Another wonderful result which the full enjoyment of astral clairvoyance brings to a man is that he has no longer any break in consciousness. When he lies down at night he leaves his physical body to the rest which it requires, while he goes about his business in the far more comfortable astral vehicle. In the morning he returns to and re-enters his physical body, but without any loss of consciousness or memory between the two states, and thus he is able to live, as it were, a double life which yet is one, and to be usefully employed during the whole of it, instead of losing one-third of his existence in blank unconsciousness.
Another strange power of which he may find himself in possession (though its full control belongs rather to the still higher devachanic faculty), is that of magnifying at will the minutest physical or astral particle to any desired size, as though by a microscope—though no microscope ever made or ever likely to be made possesses even a thousandth part of this psychic magnifying power. By its means the hypothetical molecule and atom postulated by science become visible and living realities to the occult student, and on this closer examination he finds them to be much more complex in their structure than the scientific man has yet realised them to be. It also enables him to follow with the closest attention and the most lively interest all kinds of electrical, magnetic, and other etheric action; and when some of the specialists in these branches of science are able to develop the power to see those things whereof they write so facilely, some very wonderful and beautiful revelations may be expected.
This is one of the siddhis or powers described in Oriental books as accruing to the man who devotes himself to spiritual development, though the name under which it is there mentioned might not be immediately recognizable. It is referred to as "the power of making oneself large or small at will," and the reason of a description which appears so oddly to reverse the fact is that in reality the method by which this feat is performed is precisely that indicated in these ancient books. It is by the use of temporary visual machinery of inconceivable minuteness that the world of the infinitely little is so clearly seen; and in the same way (or rather in the opposite way) it is by temporarily enormously increasing the size of the machinery used that it becomes possible to increase the breadth of one's view—in the physical sense as well as, let us hope, in the moral—far beyond anything that science has ever dreamt of as possible for man. So that the alteration in size is really in the vehicle of the student's consciousness, and not in anything outside of himself; and the old Oriental book has, after all, put the case more accurately than we.

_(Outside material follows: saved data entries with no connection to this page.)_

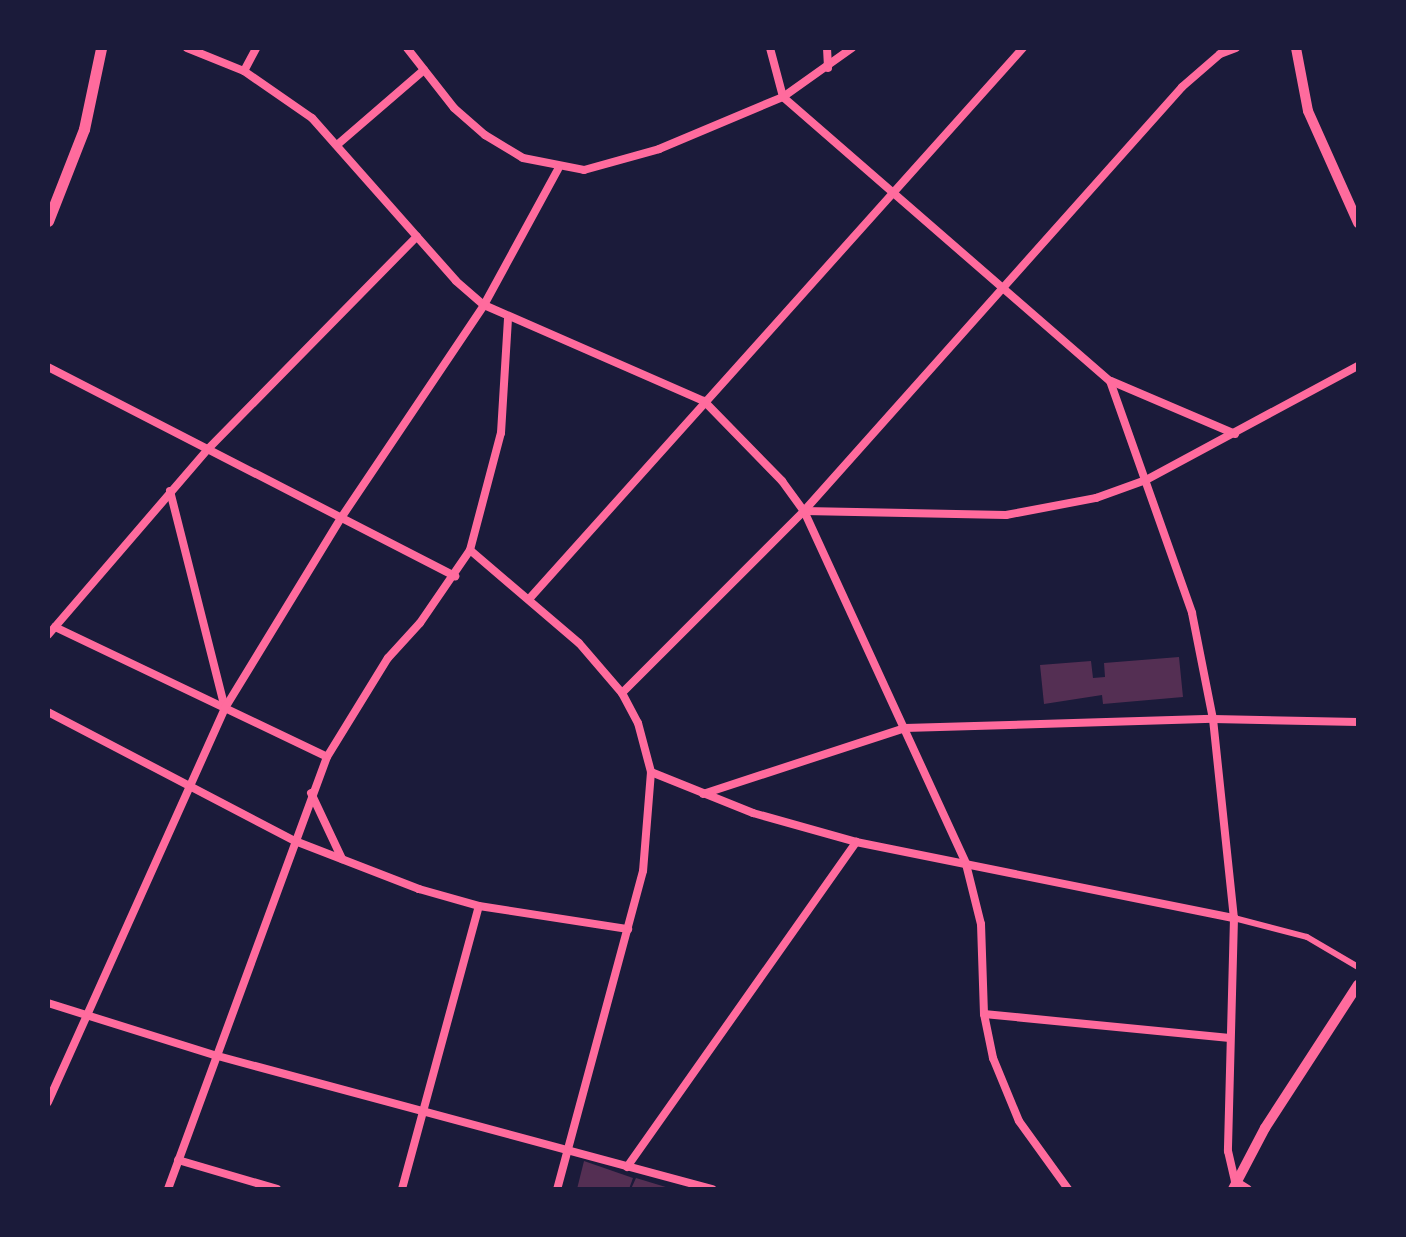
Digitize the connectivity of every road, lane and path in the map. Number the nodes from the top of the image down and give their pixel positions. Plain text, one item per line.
1 (101, 48) edge
2 (187, 48) edge
3 (256, 48) edge
4 (407, 48) edge
5 (770, 48) edge
6 (827, 48) edge
7 (852, 48) edge
8 (1023, 48) edge
9 (1236, 48) edge
10 (1296, 48) edge
11 (828, 68) junction
12 (424, 70) junction
13 (244, 71) junction
14 (783, 97) junction
15 (337, 145) junction
16 (558, 169) junction
17 (895, 194) junction
18 (48, 221) edge
19 (1358, 223) edge
20 (417, 236) junction
21 (1005, 286) junction
22 (484, 305) junction
23 (508, 319) junction
24 (1358, 366) edge
25 (48, 367) edge
26 (1110, 381) junction
27 (704, 401) junction
28 (1235, 434) junction
29 (208, 449) junction
30 (1146, 480) junction
31 (170, 491) junction
32 (804, 511) junction
33 (341, 518) junction
34 (470, 550) junction
35 (455, 576) junction
36 (530, 598) junction
37 (55, 627) junction
38 (48, 635) edge
39 (622, 693) junction
40 (225, 708) junction
41 (48, 712) edge
42 (1213, 719) junction
43 (1358, 722) edge
44 (905, 728) junction
45 (327, 757) junction
46 (651, 772) junction
47 (191, 790) junction
48 (311, 793) junction
49 (703, 794) junction
50 (295, 841) junction
51 (856, 842) junction
52 (343, 860) junction
53 (966, 864) junction
54 (479, 906) junction
55 (1234, 918) junction
56 (628, 929) junction
57 (1358, 967) edge
58 (1358, 985) edge
59 (48, 1003) edge
60 (984, 1014) junction
61 (87, 1016) junction
62 (1230, 1038) junction
63 (214, 1055) junction
64 (48, 1102) edge
65 (425, 1108) junction
66 (566, 1150) junction
67 (178, 1160) junction
68 (627, 1167) junction
69 (1234, 1185) edge
70 (168, 1189) edge
71 (277, 1189) edge
72 (402, 1189) edge
73 (557, 1189) edge
74 (712, 1189) edge
75 (1068, 1189) edge
76 (1248, 1189) edge

1 - 18 main road
2 - 13 street
3 - 13 street
4 - 12 street
5 - 14 street
6 - 11 street
7 - 11 street
8 - 17 street
9 - 21 street
10 - 19 street
11 - 14 street
12 - 15 street
12 - 16 street
13 - 15 street
14 - 16 street
14 - 17 street
15 - 20 street
16 - 22 street
17 - 21 street
17 - 27 street
20 - 22 street
20 - 29 street
21 - 26 street
21 - 32 street
22 - 23 street
22 - 33 street
23 - 27 street
23 - 34 street
24 - 28 street
25 - 29 street
26 - 28 street
26 - 30 street
27 - 32 street
27 - 36 street
28 - 30 street
29 - 31 street
29 - 33 street
30 - 32 street
30 - 42 street
31 - 37 street
31 - 40 street
32 - 39 street
32 - 44 street
33 - 35 street
33 - 40 street
34 - 35 street
34 - 36 street
35 - 45 street
36 - 39 street
37 - 38 street
37 - 40 street
39 - 46 street
40 - 45 street
40 - 47 street
41 - 47 street
42 - 43 street
42 - 44 street
42 - 55 street
44 - 49 street
44 - 53 street
45 - 48 street
46 - 49 street
46 - 56 street
47 - 50 street
47 - 61 street
48 - 50 street
48 - 52 street
49 - 51 street
50 - 52 street
50 - 63 street
51 - 53 street
51 - 68 street
52 - 54 street
53 - 55 street
53 - 60 street
54 - 56 street
54 - 65 street
55 - 57 street
55 - 62 street
56 - 66 street
58 - 69 street
59 - 61 street
60 - 62 street
60 - 75 street
61 - 63 street
61 - 64 street
62 - 69 street
63 - 65 street
63 - 67 street
65 - 66 street
65 - 72 street
66 - 68 street
66 - 73 street
67 - 70 street
67 - 71 street
68 - 74 street
69 - 76 street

Psychometry and second-sight in excelsis would also be among the faculties which our friend would find at his command; but those will be more fitly dealt with under a later heading, since in almost all their manifestations they involve clairvoyance either in space or in time.
I have now indicated, though only in the roughest outlines, what a trained student, possessed of full astral vision, would see in the immensely wider world to which that vision introduced him; but I have said nothing of the stupendous change in his mental attitude which comes from the experiential certainty as to the existence of the soul, its survival after death, the action of the law of karma, and other points of equally paramount importance. The difference between even the profoundest intellectual conviction and the precise knowledge gained by direct personal experience must be felt in order to be appreciated.